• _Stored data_
************

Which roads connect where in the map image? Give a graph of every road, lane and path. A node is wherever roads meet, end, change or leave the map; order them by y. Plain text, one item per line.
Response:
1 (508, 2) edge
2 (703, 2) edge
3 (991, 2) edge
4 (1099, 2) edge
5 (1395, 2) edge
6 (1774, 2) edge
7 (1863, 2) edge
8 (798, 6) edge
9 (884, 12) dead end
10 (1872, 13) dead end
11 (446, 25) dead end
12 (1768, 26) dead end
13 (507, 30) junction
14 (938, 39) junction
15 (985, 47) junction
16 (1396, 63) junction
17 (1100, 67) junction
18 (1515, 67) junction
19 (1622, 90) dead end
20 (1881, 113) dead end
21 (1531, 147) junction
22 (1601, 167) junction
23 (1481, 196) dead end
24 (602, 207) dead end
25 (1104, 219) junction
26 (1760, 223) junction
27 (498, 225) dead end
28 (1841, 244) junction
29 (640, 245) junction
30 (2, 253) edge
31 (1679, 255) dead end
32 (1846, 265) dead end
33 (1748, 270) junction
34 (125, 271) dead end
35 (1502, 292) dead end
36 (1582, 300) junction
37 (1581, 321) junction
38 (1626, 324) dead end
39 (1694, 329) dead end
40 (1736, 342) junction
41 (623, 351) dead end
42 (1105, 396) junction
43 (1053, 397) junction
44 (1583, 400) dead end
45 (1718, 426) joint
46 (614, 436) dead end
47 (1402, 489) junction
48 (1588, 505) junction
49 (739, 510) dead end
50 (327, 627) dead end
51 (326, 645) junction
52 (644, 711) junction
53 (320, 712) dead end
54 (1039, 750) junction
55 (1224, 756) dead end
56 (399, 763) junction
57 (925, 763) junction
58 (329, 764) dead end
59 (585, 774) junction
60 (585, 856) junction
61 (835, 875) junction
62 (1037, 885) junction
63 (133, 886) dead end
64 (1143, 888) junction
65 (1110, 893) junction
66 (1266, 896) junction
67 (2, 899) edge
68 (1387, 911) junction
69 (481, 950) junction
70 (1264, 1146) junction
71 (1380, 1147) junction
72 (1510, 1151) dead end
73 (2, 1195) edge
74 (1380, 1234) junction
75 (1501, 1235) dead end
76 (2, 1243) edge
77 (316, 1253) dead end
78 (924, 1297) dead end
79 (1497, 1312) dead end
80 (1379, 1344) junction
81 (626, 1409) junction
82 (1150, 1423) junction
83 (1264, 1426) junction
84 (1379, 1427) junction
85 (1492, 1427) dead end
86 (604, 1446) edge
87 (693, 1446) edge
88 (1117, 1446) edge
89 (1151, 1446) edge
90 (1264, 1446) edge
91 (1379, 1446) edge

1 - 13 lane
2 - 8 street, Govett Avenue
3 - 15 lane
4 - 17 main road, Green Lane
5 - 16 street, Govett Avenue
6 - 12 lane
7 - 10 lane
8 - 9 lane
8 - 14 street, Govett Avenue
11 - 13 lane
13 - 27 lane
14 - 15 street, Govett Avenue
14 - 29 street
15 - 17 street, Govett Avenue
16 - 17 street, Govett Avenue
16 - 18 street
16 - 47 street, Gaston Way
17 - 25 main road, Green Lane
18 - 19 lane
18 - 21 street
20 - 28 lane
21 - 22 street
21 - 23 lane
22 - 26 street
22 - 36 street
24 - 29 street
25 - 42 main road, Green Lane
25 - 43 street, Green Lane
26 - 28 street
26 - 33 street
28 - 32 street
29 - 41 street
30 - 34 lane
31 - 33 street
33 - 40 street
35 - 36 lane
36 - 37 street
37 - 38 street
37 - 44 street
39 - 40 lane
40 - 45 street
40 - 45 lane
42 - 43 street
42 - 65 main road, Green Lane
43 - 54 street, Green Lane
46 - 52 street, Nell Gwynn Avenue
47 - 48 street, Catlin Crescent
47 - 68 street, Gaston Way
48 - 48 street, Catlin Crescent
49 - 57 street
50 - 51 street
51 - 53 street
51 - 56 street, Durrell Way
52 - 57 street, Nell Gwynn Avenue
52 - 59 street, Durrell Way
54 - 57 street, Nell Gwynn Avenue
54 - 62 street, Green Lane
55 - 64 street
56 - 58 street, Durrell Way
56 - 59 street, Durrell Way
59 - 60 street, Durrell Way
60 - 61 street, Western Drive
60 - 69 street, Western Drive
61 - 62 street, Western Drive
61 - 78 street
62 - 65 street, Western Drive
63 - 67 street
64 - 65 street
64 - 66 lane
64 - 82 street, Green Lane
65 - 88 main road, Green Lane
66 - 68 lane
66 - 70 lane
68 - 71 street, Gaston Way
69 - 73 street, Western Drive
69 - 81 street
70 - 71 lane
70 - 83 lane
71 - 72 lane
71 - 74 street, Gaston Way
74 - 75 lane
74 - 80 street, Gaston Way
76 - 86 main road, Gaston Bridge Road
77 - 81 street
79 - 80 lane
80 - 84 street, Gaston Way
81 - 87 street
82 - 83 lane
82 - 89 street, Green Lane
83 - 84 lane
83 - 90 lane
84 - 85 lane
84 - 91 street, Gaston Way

************

• _TASK PROMPT_
Please write out every record shown above exactly as it reads.

• _EXERCISE RESULT_
Which roads connect where in the map image? Give a graph of every road, lane and path. A node is wherever roads meet, end, change or leave the map; order them by y. Plain text, one item per line.
Response:
1 (508, 2) edge
2 (703, 2) edge
3 (991, 2) edge
4 (1099, 2) edge
5 (1395, 2) edge
6 (1774, 2) edge
7 (1863, 2) edge
8 (798, 6) edge
9 (884, 12) dead end
10 (1872, 13) dead end
11 (446, 25) dead end
12 (1768, 26) dead end
13 (507, 30) junction
14 (938, 39) junction
15 (985, 47) junction
16 (1396, 63) junction
17 (1100, 67) junction
18 (1515, 67) junction
19 (1622, 90) dead end
20 (1881, 113) dead end
21 (1531, 147) junction
22 (1601, 167) junction
23 (1481, 196) dead end
24 (602, 207) dead end
25 (1104, 219) junction
26 (1760, 223) junction
27 (498, 225) dead end
28 (1841, 244) junction
29 (640, 245) junction
30 (2, 253) edge
31 (1679, 255) dead end
32 (1846, 265) dead end
33 (1748, 270) junction
34 (125, 271) dead end
35 (1502, 292) dead end
36 (1582, 300) junction
37 (1581, 321) junction
38 (1626, 324) dead end
39 (1694, 329) dead end
40 (1736, 342) junction
41 (623, 351) dead end
42 (1105, 396) junction
43 (1053, 397) junction
44 (1583, 400) dead end
45 (1718, 426) joint
46 (614, 436) dead end
47 (1402, 489) junction
48 (1588, 505) junction
49 (739, 510) dead end
50 (327, 627) dead end
51 (326, 645) junction
52 (644, 711) junction
53 (320, 712) dead end
54 (1039, 750) junction
55 (1224, 756) dead end
56 (399, 763) junction
57 (925, 763) junction
58 (329, 764) dead end
59 (585, 774) junction
60 (585, 856) junction
61 (835, 875) junction
62 (1037, 885) junction
63 (133, 886) dead end
64 (1143, 888) junction
65 (1110, 893) junction
66 (1266, 896) junction
67 (2, 899) edge
68 (1387, 911) junction
69 (481, 950) junction
70 (1264, 1146) junction
71 (1380, 1147) junction
72 (1510, 1151) dead end
73 (2, 1195) edge
74 (1380, 1234) junction
75 (1501, 1235) dead end
76 (2, 1243) edge
77 (316, 1253) dead end
78 (924, 1297) dead end
79 (1497, 1312) dead end
80 (1379, 1344) junction
81 (626, 1409) junction
82 (1150, 1423) junction
83 (1264, 1426) junction
84 (1379, 1427) junction
85 (1492, 1427) dead end
86 (604, 1446) edge
87 (693, 1446) edge
88 (1117, 1446) edge
89 (1151, 1446) edge
90 (1264, 1446) edge
91 (1379, 1446) edge

1 - 13 lane
2 - 8 street, Govett Avenue
3 - 15 lane
4 - 17 main road, Green Lane
5 - 16 street, Govett Avenue
6 - 12 lane
7 - 10 lane
8 - 9 lane
8 - 14 street, Govett Avenue
11 - 13 lane
13 - 27 lane
14 - 15 street, Govett Avenue
14 - 29 street
15 - 17 street, Govett Avenue
16 - 17 street, Govett Avenue
16 - 18 street
16 - 47 street, Gaston Way
17 - 25 main road, Green Lane
18 - 19 lane
18 - 21 street
20 - 28 lane
21 - 22 street
21 - 23 lane
22 - 26 street
22 - 36 street
24 - 29 street
25 - 42 main road, Green Lane
25 - 43 street, Green Lane
26 - 28 street
26 - 33 street
28 - 32 street
29 - 41 street
30 - 34 lane
31 - 33 street
33 - 40 street
35 - 36 lane
36 - 37 street
37 - 38 street
37 - 44 street
39 - 40 lane
40 - 45 street
40 - 45 lane
42 - 43 street
42 - 65 main road, Green Lane
43 - 54 street, Green Lane
46 - 52 street, Nell Gwynn Avenue
47 - 48 street, Catlin Crescent
47 - 68 street, Gaston Way
48 - 48 street, Catlin Crescent
49 - 57 street
50 - 51 street
51 - 53 street
51 - 56 street, Durrell Way
52 - 57 street, Nell Gwynn Avenue
52 - 59 street, Durrell Way
54 - 57 street, Nell Gwynn Avenue
54 - 62 street, Green Lane
55 - 64 street
56 - 58 street, Durrell Way
56 - 59 street, Durrell Way
59 - 60 street, Durrell Way
60 - 61 street, Western Drive
60 - 69 street, Western Drive
61 - 62 street, Western Drive
61 - 78 street
62 - 65 street, Western Drive
63 - 67 street
64 - 65 street
64 - 66 lane
64 - 82 street, Green Lane
65 - 88 main road, Green Lane
66 - 68 lane
66 - 70 lane
68 - 71 street, Gaston Way
69 - 73 street, Western Drive
69 - 81 street
70 - 71 lane
70 - 83 lane
71 - 72 lane
71 - 74 street, Gaston Way
74 - 75 lane
74 - 80 street, Gaston Way
76 - 86 main road, Gaston Bridge Road
77 - 81 street
79 - 80 lane
80 - 84 street, Gaston Way
81 - 87 street
82 - 83 lane
82 - 89 street, Green Lane
83 - 84 lane
83 - 90 lane
84 - 85 lane
84 - 91 street, Gaston Way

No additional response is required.